_Data supplied_.
· · · · ·
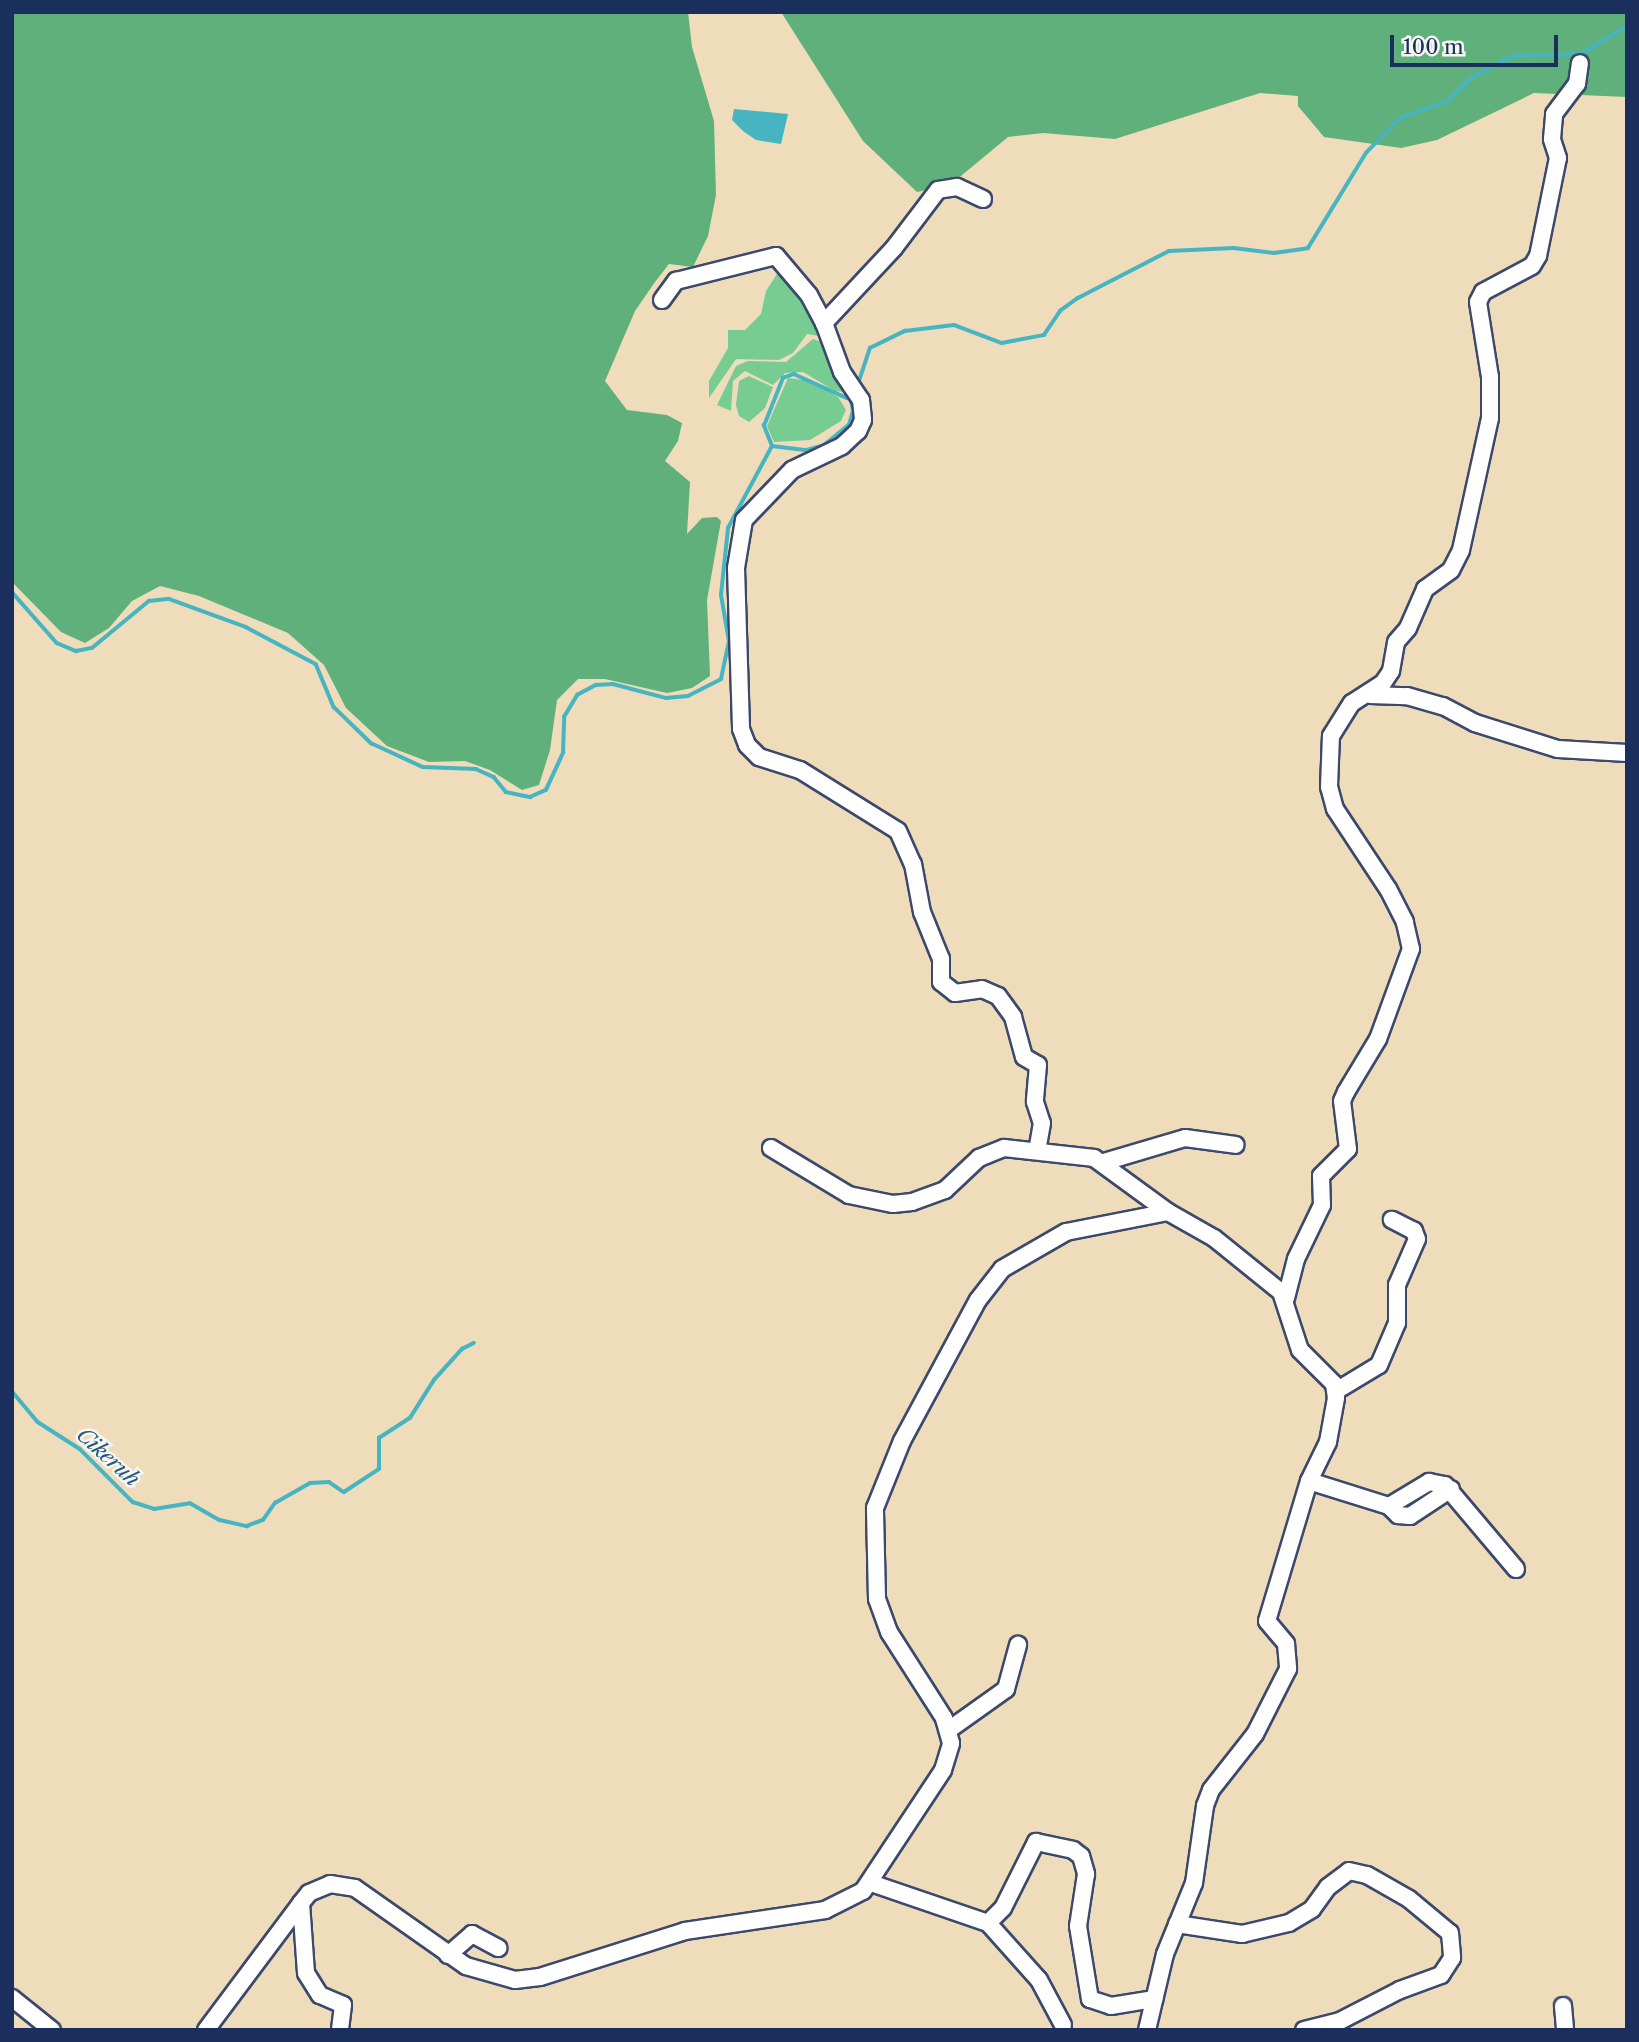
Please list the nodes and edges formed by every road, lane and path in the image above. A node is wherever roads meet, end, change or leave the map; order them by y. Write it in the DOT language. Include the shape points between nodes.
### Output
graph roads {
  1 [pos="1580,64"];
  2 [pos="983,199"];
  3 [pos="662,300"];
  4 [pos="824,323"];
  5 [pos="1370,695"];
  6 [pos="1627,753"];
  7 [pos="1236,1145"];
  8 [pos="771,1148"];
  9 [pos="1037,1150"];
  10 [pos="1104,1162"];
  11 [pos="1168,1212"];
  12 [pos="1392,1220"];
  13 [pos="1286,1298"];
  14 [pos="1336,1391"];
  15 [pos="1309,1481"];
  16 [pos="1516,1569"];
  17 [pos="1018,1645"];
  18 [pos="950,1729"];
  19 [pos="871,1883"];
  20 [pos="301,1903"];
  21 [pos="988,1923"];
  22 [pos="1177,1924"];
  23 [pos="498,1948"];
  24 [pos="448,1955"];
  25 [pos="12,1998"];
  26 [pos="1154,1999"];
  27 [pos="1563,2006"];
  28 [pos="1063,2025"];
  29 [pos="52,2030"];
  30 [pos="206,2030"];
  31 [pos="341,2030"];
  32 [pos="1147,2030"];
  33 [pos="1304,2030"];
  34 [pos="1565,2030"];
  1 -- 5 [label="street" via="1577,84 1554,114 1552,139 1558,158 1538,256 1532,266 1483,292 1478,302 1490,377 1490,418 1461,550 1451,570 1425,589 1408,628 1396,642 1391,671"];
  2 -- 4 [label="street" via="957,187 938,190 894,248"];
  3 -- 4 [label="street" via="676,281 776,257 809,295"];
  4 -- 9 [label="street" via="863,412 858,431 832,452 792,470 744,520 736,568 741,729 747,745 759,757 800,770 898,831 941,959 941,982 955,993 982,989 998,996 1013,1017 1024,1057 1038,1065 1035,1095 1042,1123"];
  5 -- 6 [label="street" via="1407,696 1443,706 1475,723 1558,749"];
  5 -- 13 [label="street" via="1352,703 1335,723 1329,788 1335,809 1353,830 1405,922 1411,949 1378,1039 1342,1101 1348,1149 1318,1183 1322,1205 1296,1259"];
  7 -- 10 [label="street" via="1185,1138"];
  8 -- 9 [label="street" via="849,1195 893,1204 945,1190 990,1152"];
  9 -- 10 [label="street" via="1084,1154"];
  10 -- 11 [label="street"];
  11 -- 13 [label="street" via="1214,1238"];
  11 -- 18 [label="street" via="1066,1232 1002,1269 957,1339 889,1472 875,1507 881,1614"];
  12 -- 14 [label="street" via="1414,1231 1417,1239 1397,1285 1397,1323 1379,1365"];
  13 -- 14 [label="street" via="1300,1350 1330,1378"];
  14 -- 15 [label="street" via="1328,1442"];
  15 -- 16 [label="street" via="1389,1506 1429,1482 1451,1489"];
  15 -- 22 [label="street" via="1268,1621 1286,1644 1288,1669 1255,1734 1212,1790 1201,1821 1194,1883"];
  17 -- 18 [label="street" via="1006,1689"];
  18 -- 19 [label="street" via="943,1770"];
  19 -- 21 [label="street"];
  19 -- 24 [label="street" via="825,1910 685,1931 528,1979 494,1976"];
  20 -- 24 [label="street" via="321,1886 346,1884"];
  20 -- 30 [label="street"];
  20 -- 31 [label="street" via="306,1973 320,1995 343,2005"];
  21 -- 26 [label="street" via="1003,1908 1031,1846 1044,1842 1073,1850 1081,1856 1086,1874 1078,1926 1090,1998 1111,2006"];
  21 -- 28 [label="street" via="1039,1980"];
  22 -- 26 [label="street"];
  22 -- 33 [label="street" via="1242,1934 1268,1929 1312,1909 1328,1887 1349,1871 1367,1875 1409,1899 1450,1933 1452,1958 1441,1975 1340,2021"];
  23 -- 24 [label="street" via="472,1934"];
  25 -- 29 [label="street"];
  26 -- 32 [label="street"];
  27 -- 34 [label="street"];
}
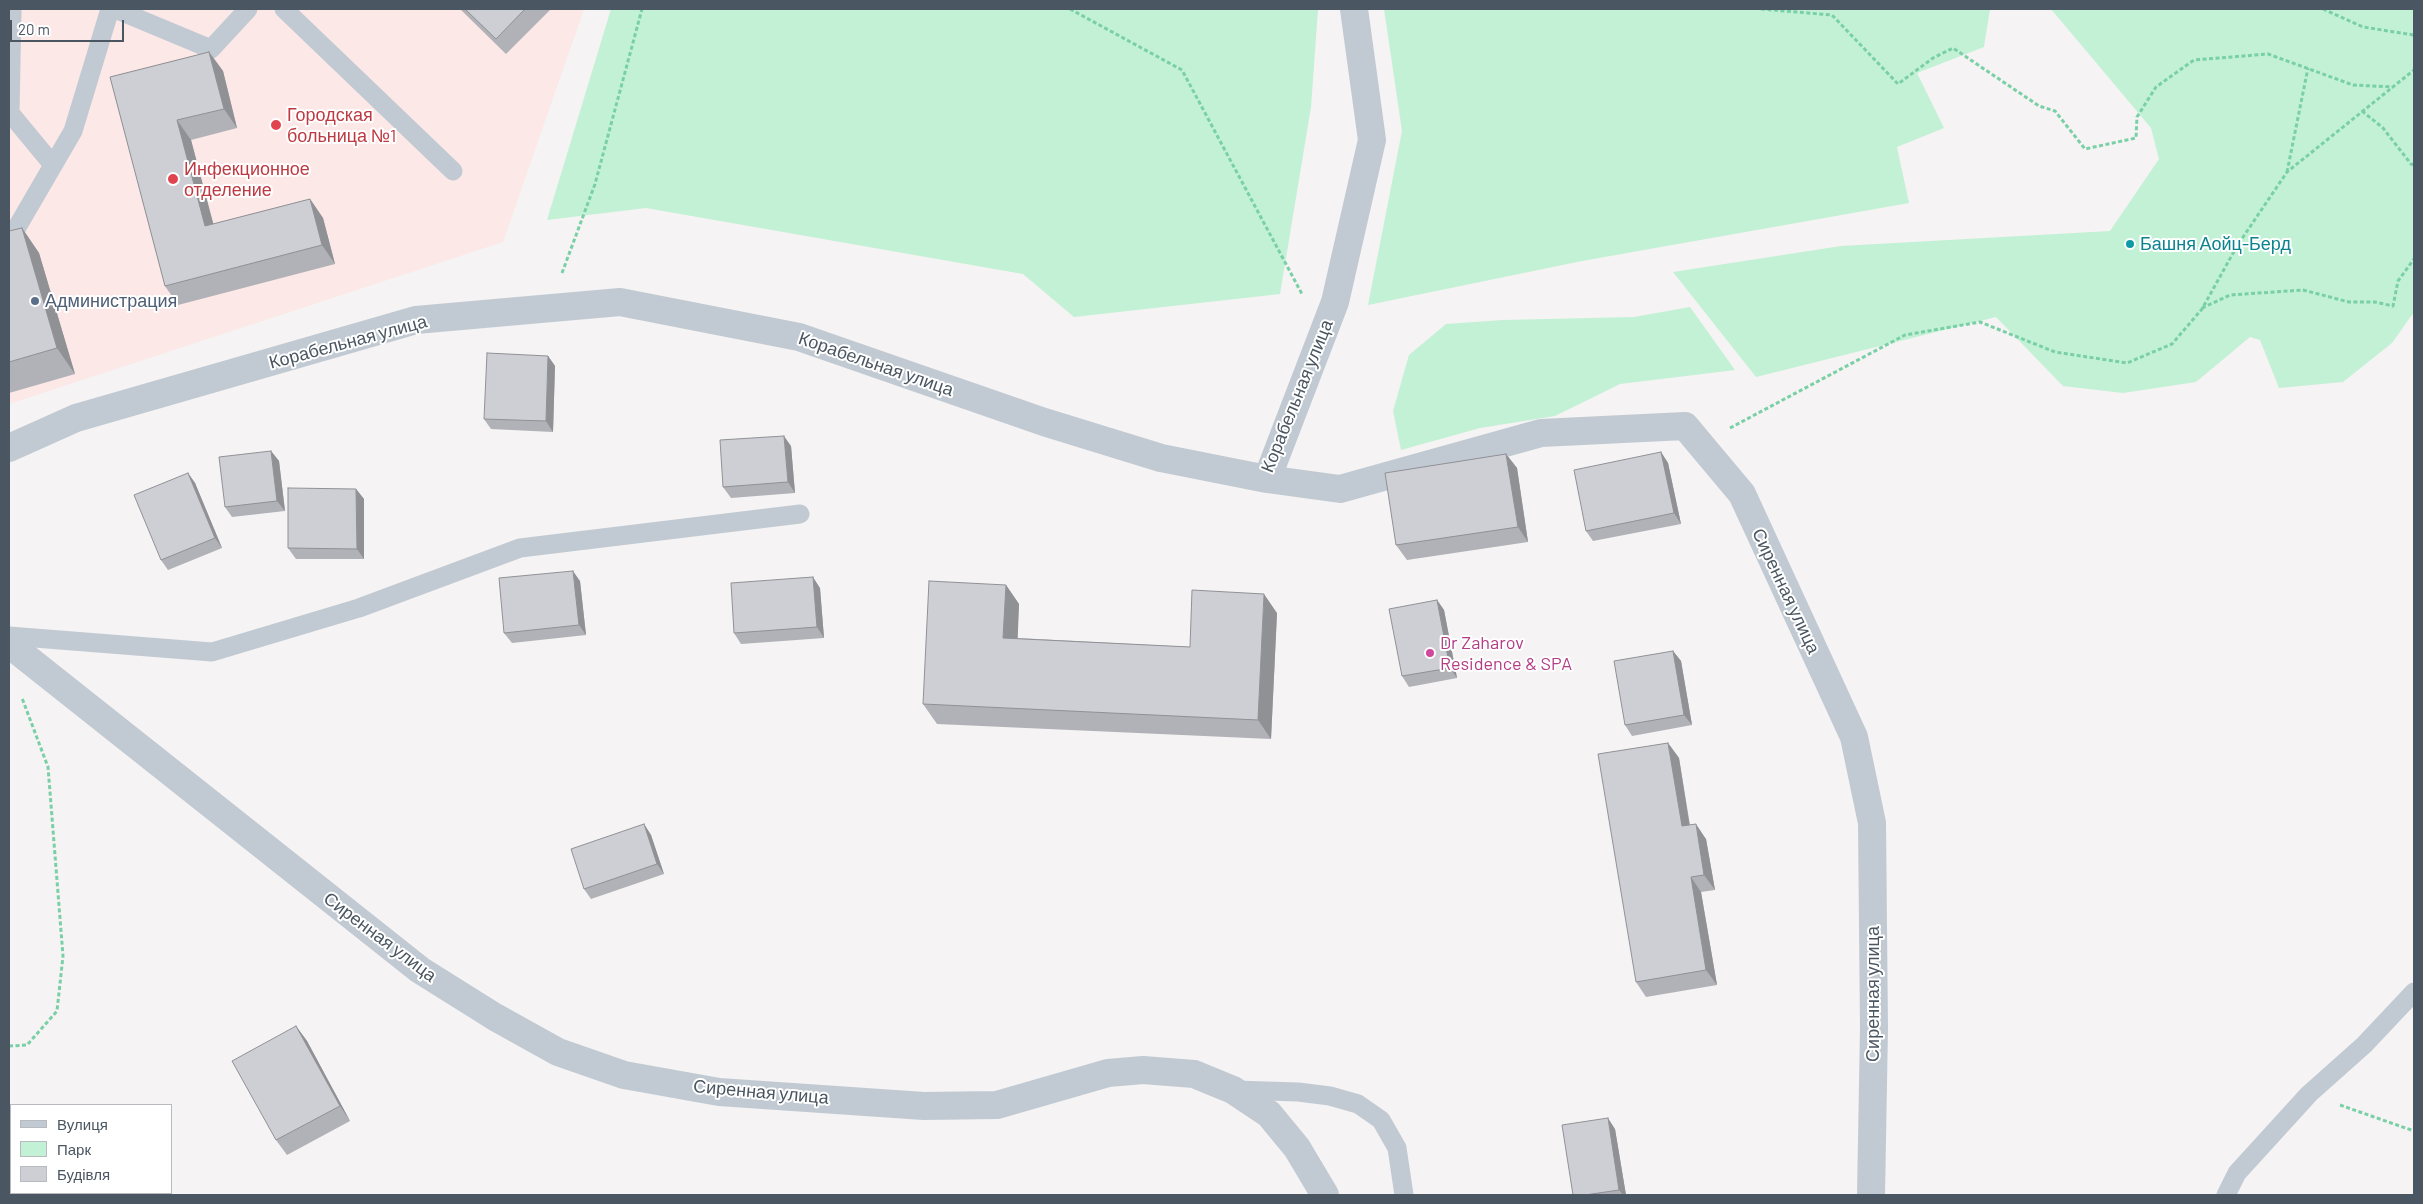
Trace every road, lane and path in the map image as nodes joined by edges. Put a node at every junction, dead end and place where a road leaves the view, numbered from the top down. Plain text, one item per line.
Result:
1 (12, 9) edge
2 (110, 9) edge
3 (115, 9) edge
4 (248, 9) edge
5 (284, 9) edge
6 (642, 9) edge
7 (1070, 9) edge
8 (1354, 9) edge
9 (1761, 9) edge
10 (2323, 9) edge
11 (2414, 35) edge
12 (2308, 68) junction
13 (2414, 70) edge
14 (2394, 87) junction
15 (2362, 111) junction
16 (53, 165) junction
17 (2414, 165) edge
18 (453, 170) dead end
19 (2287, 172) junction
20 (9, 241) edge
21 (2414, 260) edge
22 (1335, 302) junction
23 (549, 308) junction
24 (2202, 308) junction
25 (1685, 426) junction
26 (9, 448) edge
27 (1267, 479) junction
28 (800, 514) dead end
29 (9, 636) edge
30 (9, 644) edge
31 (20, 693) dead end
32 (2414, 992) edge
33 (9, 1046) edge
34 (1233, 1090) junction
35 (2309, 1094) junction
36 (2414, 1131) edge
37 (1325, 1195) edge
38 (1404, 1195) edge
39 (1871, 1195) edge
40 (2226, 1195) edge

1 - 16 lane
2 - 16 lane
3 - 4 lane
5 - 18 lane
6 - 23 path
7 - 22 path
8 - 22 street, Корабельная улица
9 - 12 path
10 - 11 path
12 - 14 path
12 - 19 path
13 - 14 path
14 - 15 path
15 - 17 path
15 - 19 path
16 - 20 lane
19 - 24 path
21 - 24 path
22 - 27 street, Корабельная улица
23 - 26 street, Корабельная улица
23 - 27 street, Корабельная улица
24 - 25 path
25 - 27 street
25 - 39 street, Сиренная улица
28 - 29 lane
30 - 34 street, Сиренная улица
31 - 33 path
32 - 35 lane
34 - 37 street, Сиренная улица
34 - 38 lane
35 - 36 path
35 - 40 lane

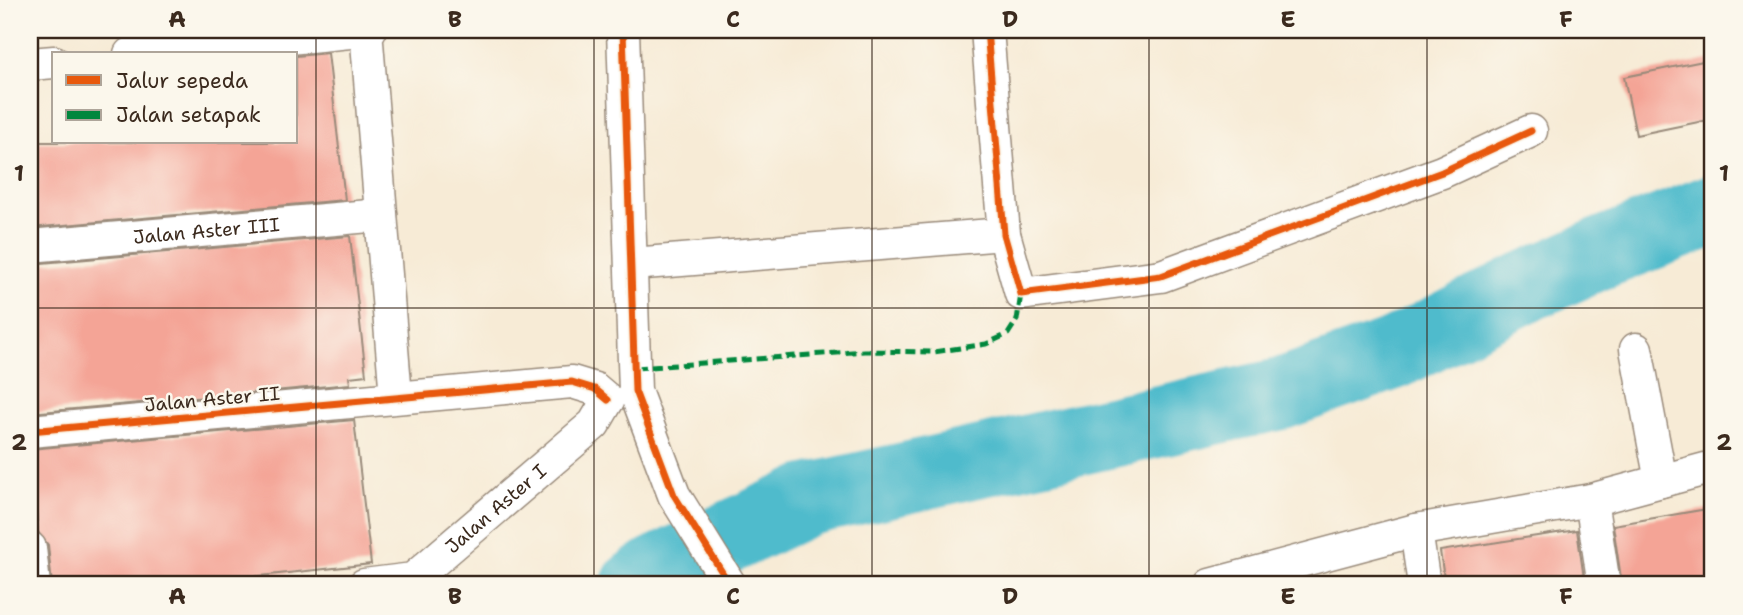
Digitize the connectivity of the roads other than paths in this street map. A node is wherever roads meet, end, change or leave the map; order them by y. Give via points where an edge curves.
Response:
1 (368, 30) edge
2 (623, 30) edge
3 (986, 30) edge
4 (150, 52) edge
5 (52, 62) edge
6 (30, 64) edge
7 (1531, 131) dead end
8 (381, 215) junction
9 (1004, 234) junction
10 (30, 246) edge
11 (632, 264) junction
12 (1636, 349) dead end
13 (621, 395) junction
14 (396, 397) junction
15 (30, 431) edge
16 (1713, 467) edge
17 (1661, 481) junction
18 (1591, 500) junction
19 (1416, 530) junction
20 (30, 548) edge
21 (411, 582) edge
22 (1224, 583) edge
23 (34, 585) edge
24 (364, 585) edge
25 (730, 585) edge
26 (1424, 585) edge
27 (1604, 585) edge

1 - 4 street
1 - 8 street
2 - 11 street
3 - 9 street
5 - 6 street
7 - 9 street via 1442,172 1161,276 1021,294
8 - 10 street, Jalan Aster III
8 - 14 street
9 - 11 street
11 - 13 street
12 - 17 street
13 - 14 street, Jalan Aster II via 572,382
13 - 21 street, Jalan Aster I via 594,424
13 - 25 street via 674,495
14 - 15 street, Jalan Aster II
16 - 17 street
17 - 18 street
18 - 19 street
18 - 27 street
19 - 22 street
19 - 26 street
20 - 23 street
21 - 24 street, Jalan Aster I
· · · · ·
Each line above that contains "edges" counts once; report the total of such lines and nothing more.

_Task answer_.
2